+++ Data shown

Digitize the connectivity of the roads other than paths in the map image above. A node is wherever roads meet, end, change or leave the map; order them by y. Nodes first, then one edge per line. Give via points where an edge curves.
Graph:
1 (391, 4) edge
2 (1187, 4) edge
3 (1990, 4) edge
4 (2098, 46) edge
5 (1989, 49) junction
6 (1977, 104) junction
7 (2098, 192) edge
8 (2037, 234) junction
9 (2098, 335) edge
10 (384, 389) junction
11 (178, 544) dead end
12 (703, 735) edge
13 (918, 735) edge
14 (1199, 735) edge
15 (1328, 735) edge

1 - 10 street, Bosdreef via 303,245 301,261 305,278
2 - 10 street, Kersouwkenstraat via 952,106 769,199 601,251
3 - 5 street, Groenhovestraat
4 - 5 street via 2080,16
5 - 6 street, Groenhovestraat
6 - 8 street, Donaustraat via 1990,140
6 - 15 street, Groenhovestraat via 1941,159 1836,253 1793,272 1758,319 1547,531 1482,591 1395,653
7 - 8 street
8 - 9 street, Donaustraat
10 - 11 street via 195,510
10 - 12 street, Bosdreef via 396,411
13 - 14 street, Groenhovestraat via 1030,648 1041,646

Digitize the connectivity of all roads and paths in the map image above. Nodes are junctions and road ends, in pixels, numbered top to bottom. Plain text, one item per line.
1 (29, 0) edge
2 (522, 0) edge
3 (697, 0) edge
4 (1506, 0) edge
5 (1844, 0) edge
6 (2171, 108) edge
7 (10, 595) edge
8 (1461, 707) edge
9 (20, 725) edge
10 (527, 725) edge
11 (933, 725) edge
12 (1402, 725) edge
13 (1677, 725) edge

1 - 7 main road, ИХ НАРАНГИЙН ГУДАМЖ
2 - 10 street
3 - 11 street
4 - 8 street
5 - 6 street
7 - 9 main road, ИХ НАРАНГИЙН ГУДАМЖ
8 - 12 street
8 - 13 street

++++++

▶ [What you will do] Write an exact transcription of every entry above.

▶ [Solution to this exercise]
Digitize the connectivity of the roads other than paths in the map image above. A node is wherever roads meet, end, change or leave the map; order them by y. Nodes first, then one edge per line. Give via points where an edge curves.
Graph:
1 (391, 4) edge
2 (1187, 4) edge
3 (1990, 4) edge
4 (2098, 46) edge
5 (1989, 49) junction
6 (1977, 104) junction
7 (2098, 192) edge
8 (2037, 234) junction
9 (2098, 335) edge
10 (384, 389) junction
11 (178, 544) dead end
12 (703, 735) edge
13 (918, 735) edge
14 (1199, 735) edge
15 (1328, 735) edge

1 - 10 street, Bosdreef via 303,245 301,261 305,278
2 - 10 street, Kersouwkenstraat via 952,106 769,199 601,251
3 - 5 street, Groenhovestraat
4 - 5 street via 2080,16
5 - 6 street, Groenhovestraat
6 - 8 street, Donaustraat via 1990,140
6 - 15 street, Groenhovestraat via 1941,159 1836,253 1793,272 1758,319 1547,531 1482,591 1395,653
7 - 8 street
8 - 9 street, Donaustraat
10 - 11 street via 195,510
10 - 12 street, Bosdreef via 396,411
13 - 14 street, Groenhovestraat via 1030,648 1041,646

Digitize the connectivity of all roads and paths in the map image above. Nodes are junctions and road ends, in pixels, numbered top to bottom. Plain text, one item per line.
1 (29, 0) edge
2 (522, 0) edge
3 (697, 0) edge
4 (1506, 0) edge
5 (1844, 0) edge
6 (2171, 108) edge
7 (10, 595) edge
8 (1461, 707) edge
9 (20, 725) edge
10 (527, 725) edge
11 (933, 725) edge
12 (1402, 725) edge
13 (1677, 725) edge

1 - 7 main road, ИХ НАРАНГИЙН ГУДАМЖ
2 - 10 street
3 - 11 street
4 - 8 street
5 - 6 street
7 - 9 main road, ИХ НАРАНГИЙН ГУДАМЖ
8 - 12 street
8 - 13 street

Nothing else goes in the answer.